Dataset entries

--

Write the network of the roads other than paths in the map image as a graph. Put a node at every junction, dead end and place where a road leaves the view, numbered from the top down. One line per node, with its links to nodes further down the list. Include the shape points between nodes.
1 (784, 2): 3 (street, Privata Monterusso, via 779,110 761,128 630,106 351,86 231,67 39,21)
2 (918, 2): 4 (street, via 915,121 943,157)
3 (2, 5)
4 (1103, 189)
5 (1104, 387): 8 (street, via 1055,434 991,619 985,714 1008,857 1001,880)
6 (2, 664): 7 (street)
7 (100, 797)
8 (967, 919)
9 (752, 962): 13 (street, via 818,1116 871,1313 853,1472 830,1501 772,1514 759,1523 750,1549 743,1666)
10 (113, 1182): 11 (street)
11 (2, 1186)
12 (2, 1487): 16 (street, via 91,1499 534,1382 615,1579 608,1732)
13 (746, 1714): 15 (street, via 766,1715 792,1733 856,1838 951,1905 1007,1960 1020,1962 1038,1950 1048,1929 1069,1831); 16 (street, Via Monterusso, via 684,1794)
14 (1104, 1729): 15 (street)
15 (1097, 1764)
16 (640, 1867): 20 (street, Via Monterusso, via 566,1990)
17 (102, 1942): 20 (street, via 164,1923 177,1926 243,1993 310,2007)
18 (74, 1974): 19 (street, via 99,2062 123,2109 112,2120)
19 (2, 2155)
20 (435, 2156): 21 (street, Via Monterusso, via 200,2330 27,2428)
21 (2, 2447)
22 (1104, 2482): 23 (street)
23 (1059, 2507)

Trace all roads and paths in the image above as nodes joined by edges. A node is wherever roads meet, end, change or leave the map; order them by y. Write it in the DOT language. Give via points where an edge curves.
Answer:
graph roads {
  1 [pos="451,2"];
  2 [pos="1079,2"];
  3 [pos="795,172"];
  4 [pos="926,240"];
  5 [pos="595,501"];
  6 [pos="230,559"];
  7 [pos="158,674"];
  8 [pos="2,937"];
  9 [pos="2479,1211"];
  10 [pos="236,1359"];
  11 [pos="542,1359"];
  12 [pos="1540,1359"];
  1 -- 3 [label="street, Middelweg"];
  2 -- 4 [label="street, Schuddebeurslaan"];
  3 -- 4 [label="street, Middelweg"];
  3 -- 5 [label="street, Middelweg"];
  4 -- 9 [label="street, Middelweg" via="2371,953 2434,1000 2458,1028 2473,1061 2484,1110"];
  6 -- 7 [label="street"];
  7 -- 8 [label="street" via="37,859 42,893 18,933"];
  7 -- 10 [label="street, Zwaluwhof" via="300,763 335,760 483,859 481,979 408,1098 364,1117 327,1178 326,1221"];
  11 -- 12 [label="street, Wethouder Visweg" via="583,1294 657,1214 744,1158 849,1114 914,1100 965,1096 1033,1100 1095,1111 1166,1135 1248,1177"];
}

--

*YOUR GOAL*.
Every line above should be retyped exactly as given.

*TASK RESULT*.
Write the network of the roads other than paths in the map image as a graph. Put a node at every junction, dead end and place where a road leaves the view, numbered from the top down. One line per node, with its links to nodes further down the list. Include the shape points between nodes.
1 (784, 2): 3 (street, Privata Monterusso, via 779,110 761,128 630,106 351,86 231,67 39,21)
2 (918, 2): 4 (street, via 915,121 943,157)
3 (2, 5)
4 (1103, 189)
5 (1104, 387): 8 (street, via 1055,434 991,619 985,714 1008,857 1001,880)
6 (2, 664): 7 (street)
7 (100, 797)
8 (967, 919)
9 (752, 962): 13 (street, via 818,1116 871,1313 853,1472 830,1501 772,1514 759,1523 750,1549 743,1666)
10 (113, 1182): 11 (street)
11 (2, 1186)
12 (2, 1487): 16 (street, via 91,1499 534,1382 615,1579 608,1732)
13 (746, 1714): 15 (street, via 766,1715 792,1733 856,1838 951,1905 1007,1960 1020,1962 1038,1950 1048,1929 1069,1831); 16 (street, Via Monterusso, via 684,1794)
14 (1104, 1729): 15 (street)
15 (1097, 1764)
16 (640, 1867): 20 (street, Via Monterusso, via 566,1990)
17 (102, 1942): 20 (street, via 164,1923 177,1926 243,1993 310,2007)
18 (74, 1974): 19 (street, via 99,2062 123,2109 112,2120)
19 (2, 2155)
20 (435, 2156): 21 (street, Via Monterusso, via 200,2330 27,2428)
21 (2, 2447)
22 (1104, 2482): 23 (street)
23 (1059, 2507)

Trace all roads and paths in the image above as nodes joined by edges. A node is wherever roads meet, end, change or leave the map; order them by y. Write it in the DOT language. Give via points where an edge curves.
Answer:
graph roads {
  1 [pos="451,2"];
  2 [pos="1079,2"];
  3 [pos="795,172"];
  4 [pos="926,240"];
  5 [pos="595,501"];
  6 [pos="230,559"];
  7 [pos="158,674"];
  8 [pos="2,937"];
  9 [pos="2479,1211"];
  10 [pos="236,1359"];
  11 [pos="542,1359"];
  12 [pos="1540,1359"];
  1 -- 3 [label="street, Middelweg"];
  2 -- 4 [label="street, Schuddebeurslaan"];
  3 -- 4 [label="street, Middelweg"];
  3 -- 5 [label="street, Middelweg"];
  4 -- 9 [label="street, Middelweg" via="2371,953 2434,1000 2458,1028 2473,1061 2484,1110"];
  6 -- 7 [label="street"];
  7 -- 8 [label="street" via="37,859 42,893 18,933"];
  7 -- 10 [label="street, Zwaluwhof" via="300,763 335,760 483,859 481,979 408,1098 364,1117 327,1178 326,1221"];
  11 -- 12 [label="street, Wethouder Visweg" via="583,1294 657,1214 744,1158 849,1114 914,1100 965,1096 1033,1100 1095,1111 1166,1135 1248,1177"];
}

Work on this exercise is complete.